‘Better.’ She set the glass on the table.

Not knowing if this was a piece of theatre or not, Brunetti decided to wait her out. Companionably, they sipped at their drinks for a while, until Flavia finally asked, ‘How necessary was the guard in the hospital?’

‘Until I have some clearer idea of what’s going on here, I won’t know how necessary anything is,’ he answered.

Her smile was broad. ‘How refreshing it is to hear a public official admit to ignorance,’ she said, reaching forward to place her empty glass on the table.

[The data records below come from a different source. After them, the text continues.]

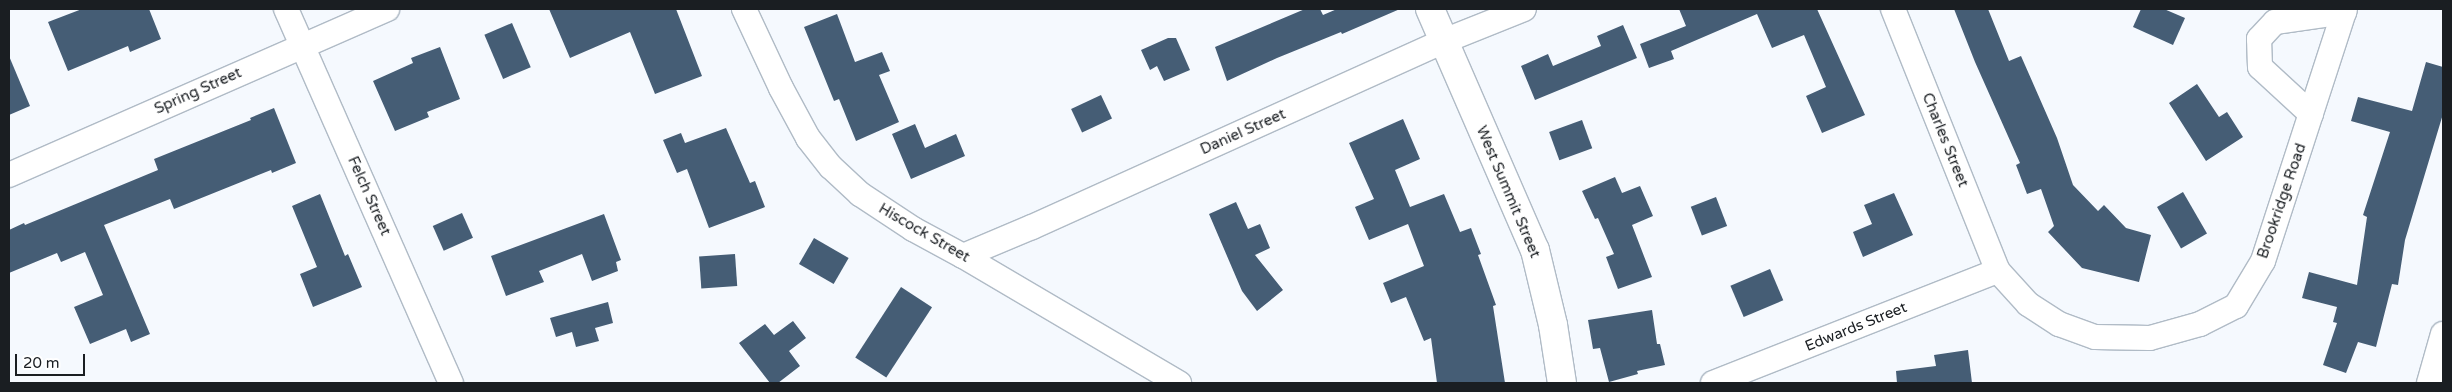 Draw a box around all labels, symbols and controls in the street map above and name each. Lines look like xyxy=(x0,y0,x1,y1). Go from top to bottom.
street label: Spring Street xyxy=(152,64,244,118)
street label: Charles Street xyxy=(1918,90,1972,190)
street label: Daniel Street xyxy=(1198,105,1288,159)
street label: West Summit Street xyxy=(1472,123,1544,261)
street label: Brookridge Road xyxy=(2254,141,2310,261)
street label: Felch Street xyxy=(344,154,394,238)
street label: Hiscock Street xyxy=(875,200,973,266)
street label: Edwards Street xyxy=(1803,298,1909,356)
scale bar xyxy=(18,344,88,376)
text: 20 m xyxy=(23,354,60,372) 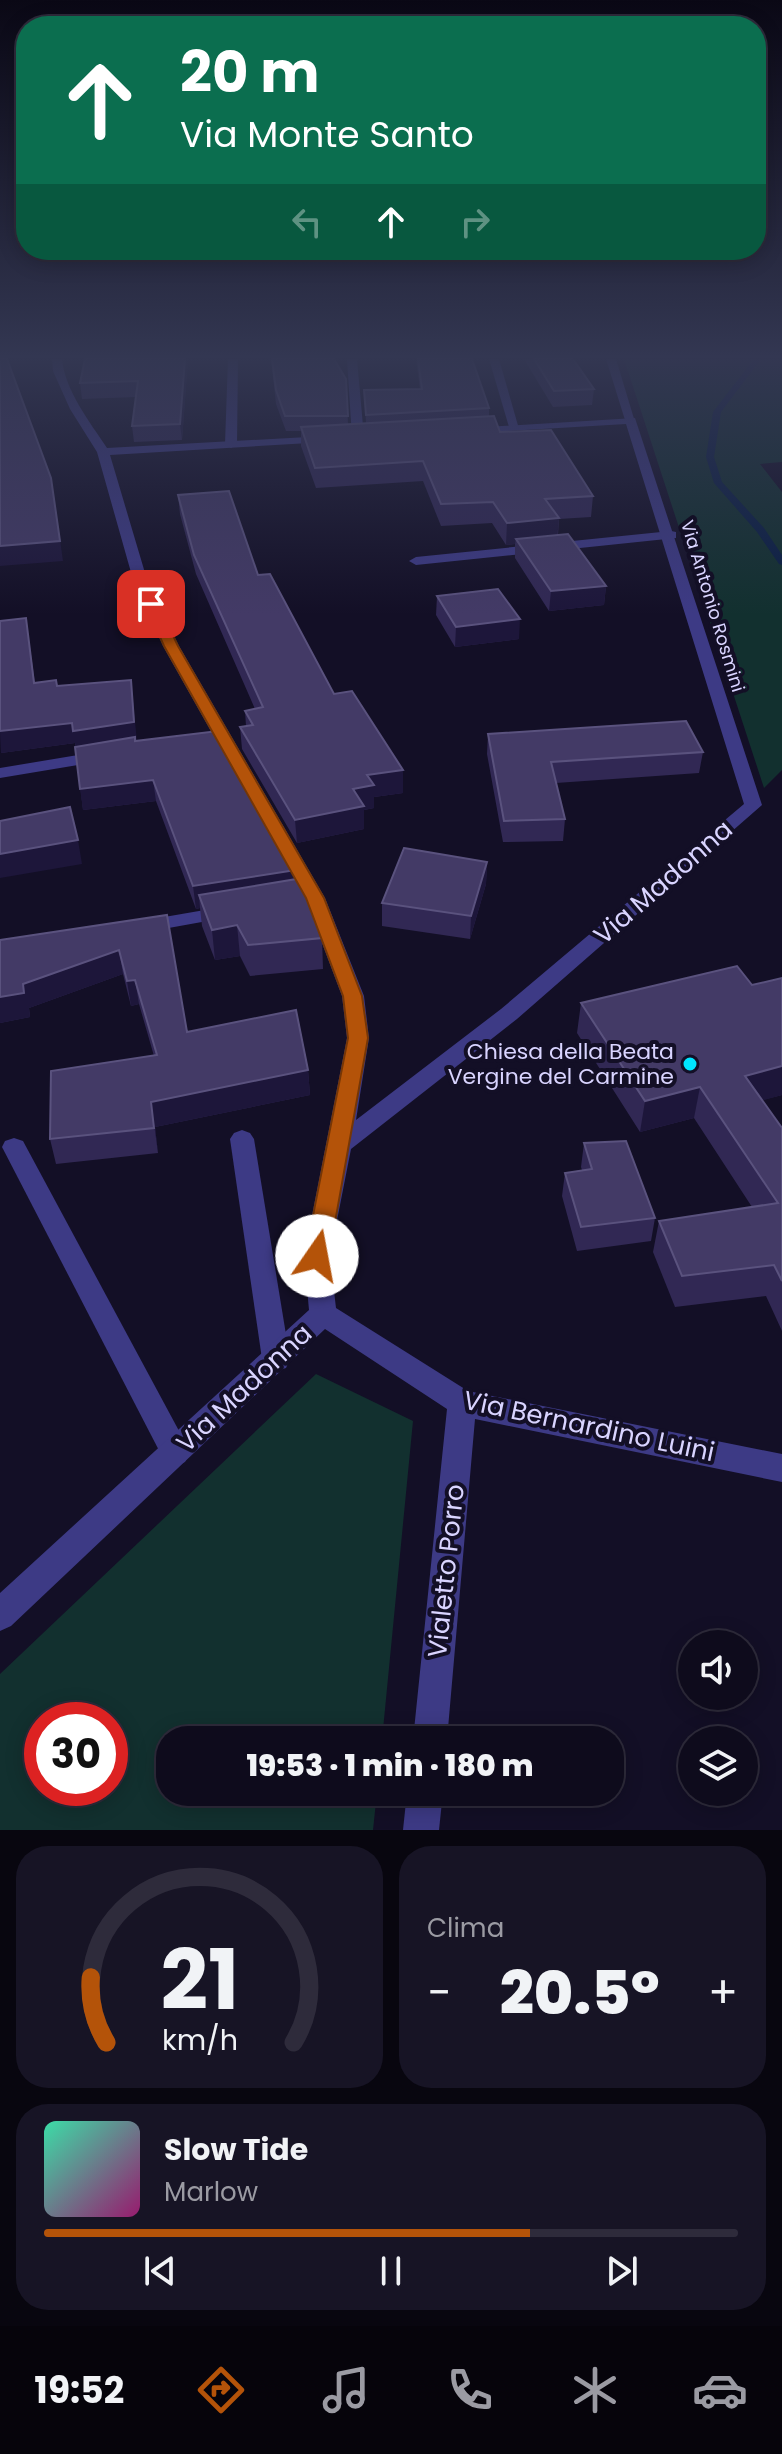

The champagne gone, her voice changed and grew more serious. ‘Matsuko?’ she asked.

‘Probably.’

‘But how would she know Semenzato? Or know enough about him to know he’d be the person to contact?’

Brunetti considered this. ‘It seems he had a reputation, at least here.’

‘The kind of reputation Matsuko would know about?’

‘Perhaps. She’d worked with antiquities for years, so she probably heard things. And Brett said her family was very rich. Maybe the very rich know about this sort of thing.’

‘Yes, we do,’ she agreed with an offhandedness he was sure was real. ‘It’s almost a private club, as if we’d taken a vow to keep one another’s secrets. And it’s always easy, very easy, to know where to find a crooked tax lawyer - not that there’s any other type, at least not in this country — or someone who can get drugs, or boys, or girls, or someone who’s willing to see that a painting gets from one country to another, and no questions asked. Of course, I’m not sure how these things work in Japan, but I don’t see why there should be any difference. Wealth carries its own passport.’

‘Had you heard anything about Semenzato?’

‘I told you, I met him only that one time, and I didn’t like him, so I wasn’t interested in anything that was said about him. And it’s too late to find out now, since everyone will be busy talking well of him.’ She reached forward and took Brett’s drink and sipped at it. ‘Of course, that will change in a few weeks, and people will go back to telling the truth about him. But now’s not the time to try to find that out.’ She set the glass back on the table.

Though he thought he knew what the answer would be, he still asked, ‘Has Brett said anything about Matsuko? That is, since Semenzato was killed?’

Flavia shook her head. ‘She hasn’t said much about anything. Not since this began.’ She leaned forward and shifted the glass a few millimetres to the left. ‘Brett is afraid of violence. That doesn’t make any sense to me because she’s very brave. We Italian women aren’t, you know. We’re brash and brazen, but we have little physical courage. She’s off in China, living in a tent half of the time, roaming around the country. She even went to Tibet on a bus. She told me that when the Chinese officials refused to give her a visa, she simply forged the papers and went. She’s not afraid of that sort of thing, of the things that most people are terrified of, of getting into official trouble or being arrested. But actual physical violence terrifies her.   I think it’s because she lives in her mind so much, solving things there and working them out there. She hasn’t been the same since this happened. She doesn’t want to answer the door. She pretends she doesn’t hear or she waits for me to go and do it. But the reason is that she’s afraid.’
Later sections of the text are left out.